In this episode of the Pint-Sized Healing Podcast, Mags and Carrie reflect on a piece Stewart (Mags’ husband) wrote about his experience with her toxic family.
The Original Blog Post From October 26, 2015
Meeting that family was like walking into a house of mirrors. My perception of myself, my partner, the world… it all got distorted. And because everyone else was acting as if it was completely normal, it was very hard to figure out where all the bends on the mirrors were. I instantly noticed the oddness of this family, but it took me a while to figure it all out.

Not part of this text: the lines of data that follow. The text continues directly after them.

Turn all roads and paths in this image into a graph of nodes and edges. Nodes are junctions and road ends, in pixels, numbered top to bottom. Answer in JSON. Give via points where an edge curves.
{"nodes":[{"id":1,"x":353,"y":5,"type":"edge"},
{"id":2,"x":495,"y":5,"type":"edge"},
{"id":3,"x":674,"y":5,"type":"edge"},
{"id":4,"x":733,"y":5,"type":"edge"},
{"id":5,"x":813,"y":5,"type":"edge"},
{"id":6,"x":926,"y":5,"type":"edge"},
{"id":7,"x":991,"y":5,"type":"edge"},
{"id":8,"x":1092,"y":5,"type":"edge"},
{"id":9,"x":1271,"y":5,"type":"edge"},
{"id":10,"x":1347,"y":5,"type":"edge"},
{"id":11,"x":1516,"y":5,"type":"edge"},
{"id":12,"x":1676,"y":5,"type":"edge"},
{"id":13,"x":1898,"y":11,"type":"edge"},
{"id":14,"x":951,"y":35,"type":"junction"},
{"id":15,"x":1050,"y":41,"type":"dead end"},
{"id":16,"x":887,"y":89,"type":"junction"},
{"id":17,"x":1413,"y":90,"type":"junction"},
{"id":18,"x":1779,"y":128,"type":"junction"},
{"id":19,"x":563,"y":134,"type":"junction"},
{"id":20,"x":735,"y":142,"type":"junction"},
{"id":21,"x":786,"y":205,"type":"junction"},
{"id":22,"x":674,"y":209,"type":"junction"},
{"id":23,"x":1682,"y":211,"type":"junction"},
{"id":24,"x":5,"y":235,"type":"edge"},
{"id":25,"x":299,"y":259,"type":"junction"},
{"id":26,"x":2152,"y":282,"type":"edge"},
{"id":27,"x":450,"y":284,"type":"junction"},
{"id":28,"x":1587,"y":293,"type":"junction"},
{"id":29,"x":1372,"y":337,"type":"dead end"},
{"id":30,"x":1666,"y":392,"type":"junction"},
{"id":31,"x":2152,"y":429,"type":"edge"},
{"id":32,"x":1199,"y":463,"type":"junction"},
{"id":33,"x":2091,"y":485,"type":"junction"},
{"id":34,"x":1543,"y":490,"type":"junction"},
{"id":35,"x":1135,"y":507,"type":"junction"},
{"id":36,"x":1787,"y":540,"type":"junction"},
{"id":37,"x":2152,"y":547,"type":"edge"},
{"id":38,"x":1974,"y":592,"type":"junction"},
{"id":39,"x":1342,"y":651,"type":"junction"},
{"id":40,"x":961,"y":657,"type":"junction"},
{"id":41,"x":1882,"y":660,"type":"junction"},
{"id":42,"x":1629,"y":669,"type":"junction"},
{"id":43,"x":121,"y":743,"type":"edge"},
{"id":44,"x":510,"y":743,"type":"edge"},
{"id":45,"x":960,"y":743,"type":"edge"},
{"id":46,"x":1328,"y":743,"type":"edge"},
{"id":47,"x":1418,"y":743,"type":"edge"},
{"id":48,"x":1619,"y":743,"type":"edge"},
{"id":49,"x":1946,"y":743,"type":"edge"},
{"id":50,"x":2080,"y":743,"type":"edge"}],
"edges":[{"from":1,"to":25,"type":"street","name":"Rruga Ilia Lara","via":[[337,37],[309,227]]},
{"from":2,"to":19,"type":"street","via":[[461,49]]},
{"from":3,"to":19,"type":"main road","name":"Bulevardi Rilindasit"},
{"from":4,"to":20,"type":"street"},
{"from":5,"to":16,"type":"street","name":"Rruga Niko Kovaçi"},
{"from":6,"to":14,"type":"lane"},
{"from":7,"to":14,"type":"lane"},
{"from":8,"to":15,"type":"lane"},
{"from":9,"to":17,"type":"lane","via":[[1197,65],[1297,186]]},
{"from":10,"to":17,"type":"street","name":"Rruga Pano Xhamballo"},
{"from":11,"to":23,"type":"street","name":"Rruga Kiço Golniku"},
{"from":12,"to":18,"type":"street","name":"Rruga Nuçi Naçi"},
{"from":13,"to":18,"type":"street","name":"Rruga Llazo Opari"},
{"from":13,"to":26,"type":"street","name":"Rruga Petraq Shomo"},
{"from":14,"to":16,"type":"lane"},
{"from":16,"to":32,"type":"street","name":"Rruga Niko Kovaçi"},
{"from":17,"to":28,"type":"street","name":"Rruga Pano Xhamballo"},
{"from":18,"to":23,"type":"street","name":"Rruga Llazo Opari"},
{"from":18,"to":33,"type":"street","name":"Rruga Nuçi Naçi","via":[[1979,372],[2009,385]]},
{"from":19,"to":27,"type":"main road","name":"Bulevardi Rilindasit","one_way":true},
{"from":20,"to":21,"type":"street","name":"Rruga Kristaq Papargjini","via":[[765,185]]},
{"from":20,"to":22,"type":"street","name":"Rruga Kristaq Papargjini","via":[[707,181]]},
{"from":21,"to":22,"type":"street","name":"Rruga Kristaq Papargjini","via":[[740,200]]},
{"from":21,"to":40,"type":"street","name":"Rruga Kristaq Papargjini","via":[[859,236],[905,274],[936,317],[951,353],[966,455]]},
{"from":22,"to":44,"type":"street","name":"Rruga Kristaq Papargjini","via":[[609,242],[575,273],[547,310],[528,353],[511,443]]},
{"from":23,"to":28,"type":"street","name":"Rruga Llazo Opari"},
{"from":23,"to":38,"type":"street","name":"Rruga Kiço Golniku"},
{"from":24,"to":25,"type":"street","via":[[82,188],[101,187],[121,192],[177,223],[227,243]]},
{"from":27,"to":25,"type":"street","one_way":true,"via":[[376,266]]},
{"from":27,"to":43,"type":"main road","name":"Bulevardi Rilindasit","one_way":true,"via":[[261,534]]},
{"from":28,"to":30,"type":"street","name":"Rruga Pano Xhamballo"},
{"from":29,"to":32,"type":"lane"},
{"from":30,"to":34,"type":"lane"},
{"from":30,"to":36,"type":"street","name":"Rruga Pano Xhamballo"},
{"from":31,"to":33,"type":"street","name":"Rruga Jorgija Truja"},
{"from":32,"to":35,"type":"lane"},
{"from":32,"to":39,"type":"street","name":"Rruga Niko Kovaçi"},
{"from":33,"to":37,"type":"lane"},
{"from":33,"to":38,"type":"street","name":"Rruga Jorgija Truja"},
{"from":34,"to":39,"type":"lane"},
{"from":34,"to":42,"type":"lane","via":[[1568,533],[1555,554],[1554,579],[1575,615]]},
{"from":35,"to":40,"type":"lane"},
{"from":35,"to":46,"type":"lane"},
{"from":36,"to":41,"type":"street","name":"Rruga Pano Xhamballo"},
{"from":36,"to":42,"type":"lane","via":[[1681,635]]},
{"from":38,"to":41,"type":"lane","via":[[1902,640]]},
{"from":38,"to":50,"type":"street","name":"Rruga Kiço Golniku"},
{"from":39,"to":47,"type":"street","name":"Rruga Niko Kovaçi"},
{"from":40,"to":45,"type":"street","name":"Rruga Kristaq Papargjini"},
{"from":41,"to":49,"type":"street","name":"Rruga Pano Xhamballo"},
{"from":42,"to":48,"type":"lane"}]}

That first meeting was just the beginning, the years that followed were crazy! They interfered in our jobs, and tried to play us against each other. I don’t really want to go into the many many ways they tried to ruin us just now. I just wanted to share with you the basics of how my partner and I figured things out, and managed to escape.
Always compare notes!
Abusers are always trying to play people against each other. They spread lies and make random accusations. The best way to catch them out, is to compare notes with your partner. They may have received opposite information, just to start trouble within your relationship.
Be careful what you share with the abusers
They use all the information they can get their hands on. So putting up boundaries by being conscious about what you share is always a good idea. The less they know, the less ammunition they have.
Be open and honest with your own friends and family
This is really something that the bad experiences taught me. Because I did not confide in people about what I was experiencing, my in-laws managed to get in there first and start rumors about me with very far-reaching effects. If only I had even dropped a hint that I had a difficult relationship with them, it might have been enough for people to question the lies.